Eve truly was appalled by herself, but only for three or four ticks of the wall clock. “I never asked you to lie,” Eve said.
Manuel thinned his lips. “Though I think you might be a little grateful. You’ve really given me quite a burden to shoulder, you know.”
“I’ve given you a burden, have I?”
Manuel waved a blank sheet of paper, as if to show he was already so tired of this nonsense.
“So arrest me now, if that’s what you want,” Eve said. “But maybe first you could do me the favor of explaining why it is then that you have chosen now, of all times, to have this particular conversation.”
Manuel loosened his hand, puffed his cheeks, blew. “Maybe I’m here,” Manuel said, “because when this particular tape landed on my desk, I got to thinking that after all this covering I’ve done for you, I’m starting to feel like I just don’t want to do it anymore. Not when it turns out you weren’t straight with me from the get-go.”
“Meaning what exactly?”
Manuel held his stubble-white chin with three fingers, the posture of a man in distant theoretic discourse with himself. “Eve,” Manuel said, “why did you lie to me?”
“Excuse me?” A wasp alighted on the table, then flew across the kitchen and hurled itself futilely against a window. “And what was it that I supposedly lied to you about?”
“Charlie told me something interesting the other day. Says that Oliver wrote a bunch of love poems for that Sterling girl.”
“Charlie told you that?” Eve managed to say these words as a question, pressing her fingertips to the desk to keep the shriek of betrayal in her chest. What did Charlie have—some list of people he might visit to inflict maximum agony upon her? “And so what? So what if Oliver wrote a few moony love poems years and years ago? What difference could that fact have possibly made? For God’s sake, Manuel.”
“Sure,” Manuel said. “Maybe you’re right, maybe it couldn’t make any difference now. But if it didn’t matter at all, why not tell me about it? Doesn’t that seem strange?” Manuel renewed his grasp on his face, covering his mouth for a long moment, looking like the speak-no-evil monkey. “I’ll tell you what,” he added. “For years, I’ve been saying it to myself, that if I couldn’t ever offer you any real answers, the least I could do, after all y’all have been through, was to help you where I could. But maybe I’ve let that guilt of mine make me a little blind. Maybe I should have pressed you a little harder on this particular topic, all that time ago. Look. Maybe there’s no explaining Hector, or maybe all those folks are right, maybe he really was just trying to make some sort of point. But I still can’t believe it. I can’t believe there is simply no reason why a boy would just suddenly turn into a monster without warning.”
“And so,” Eve spoke levelly, at the table, “what you believe is that some love poems my son wrote a decade ago are somehow going to explain away three dead children?”
“My question, if you recollect,” Manuel said, “is why Oliver was at that classroom that night. And also why Hector let Rebekkah just walk away. That maybe Hector was jealous of what Oliver and Rebekkah—”
“Oliver and Rebekkah! Oliver and Rebekkah, you keep saying, like they were some couple. They weren’t. They weren’t! Wouldn’t I have known about that?”
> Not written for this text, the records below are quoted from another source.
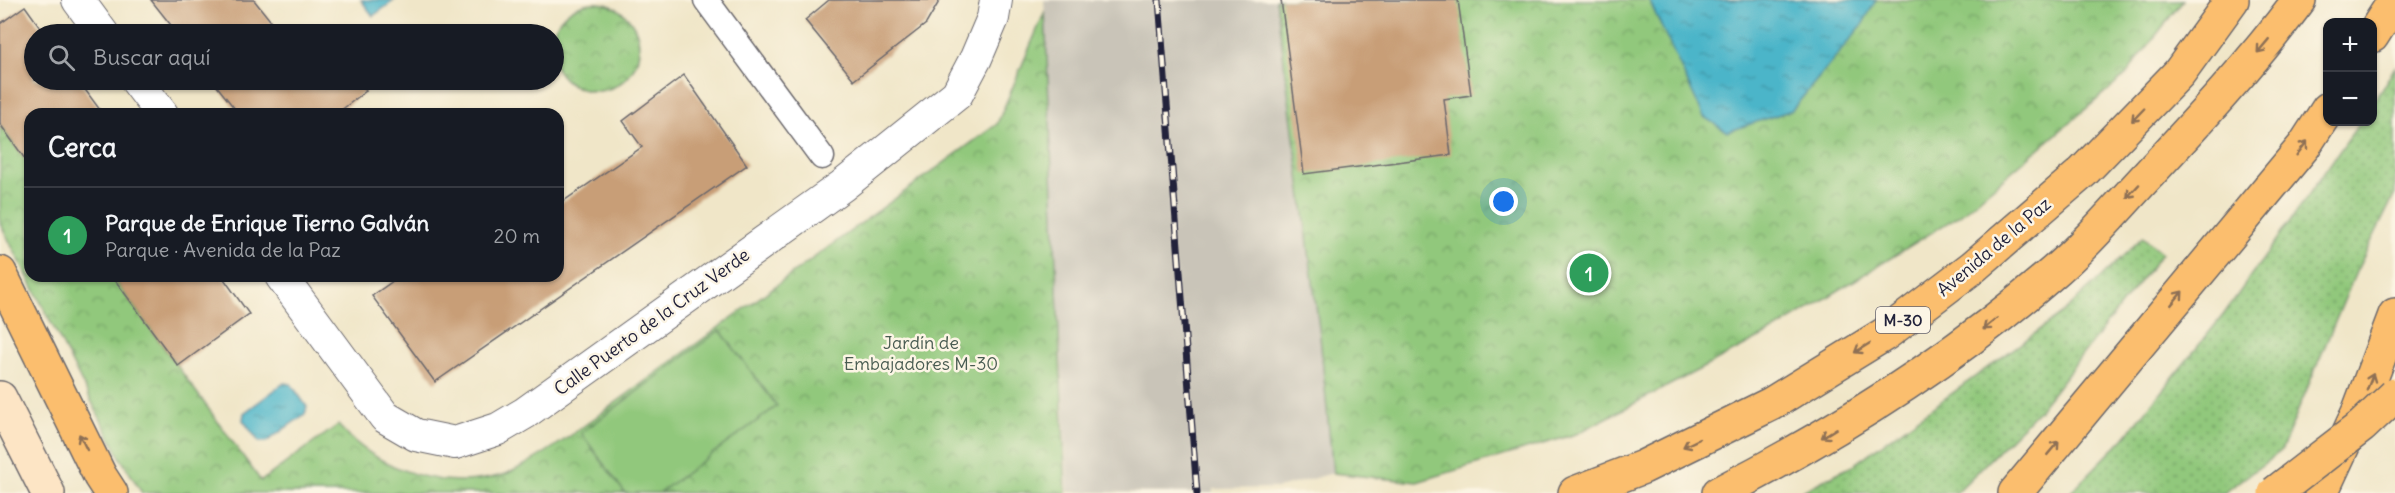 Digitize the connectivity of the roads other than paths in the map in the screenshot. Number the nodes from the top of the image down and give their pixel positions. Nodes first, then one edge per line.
1 (78, 0) edge
2 (706, 0) edge
3 (996, 0) edge
4 (2232, 0) edge
5 (2299, 0) edge
6 (2395, 0) edge
7 (96, 24) edge
8 (2377, 29) edge
9 (144, 90) edge
10 (157, 108) edge
11 (2323, 117) edge
12 (822, 157) dead end
13 (0, 273) edge
14 (286, 282) edge
15 (2395, 315) edge
16 (2395, 395) edge
17 (0, 398) edge
18 (48, 493) edge
19 (111, 493) edge
20 (1575, 493) edge
21 (1719, 493) edge
22 (2015, 493) edge
23 (2275, 493) edge
24 (2321, 493) edge

1 - 7 street
2 - 12 street
3 - 14 street, Calle Puerto de la Cruz Verde
4 -> 20 highway, Avenida de la Paz / M-30
5 -> 21 highway
6 - 8 highway
9 - 10 street
22 -> 11 highway
19 -> 13 highway
24 -> 15 highway
16 - 23 highway, bridge
17 - 18 main road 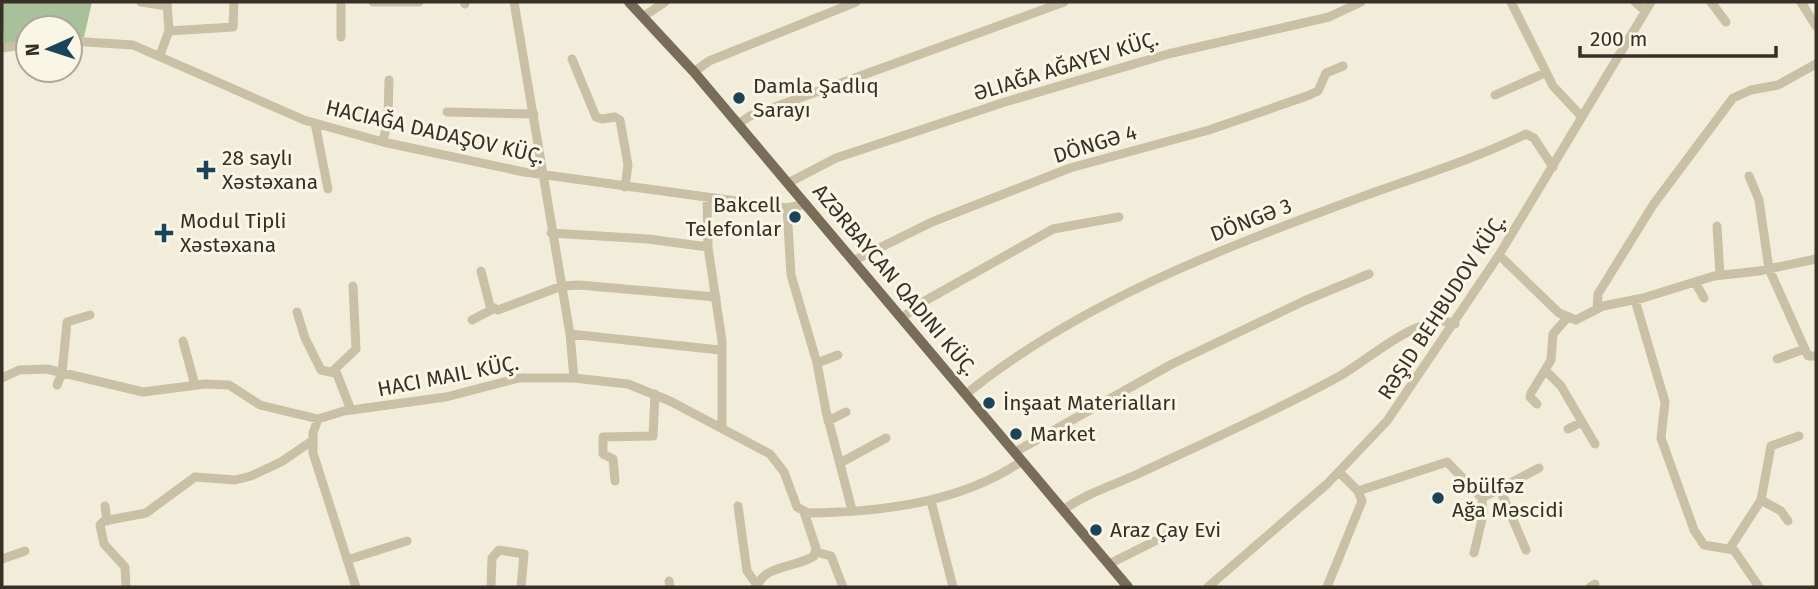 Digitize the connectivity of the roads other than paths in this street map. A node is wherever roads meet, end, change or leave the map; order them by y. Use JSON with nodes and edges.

“Apparently,” Manuel said, “there’s no telling what you might know.”
Eve wouldn’t reply; she wouldn’t even shake her head.
“You know that we have a term for lying to an officer don’t you?” Manuel said. “It’s called obstruction of justice.”
“So you should really do it, then. You should arrest me! And while you’re at it, you should probably arrest Jed, too. Or was it apparently only up to me to describe every little detail of how Oliver used to spend his time?”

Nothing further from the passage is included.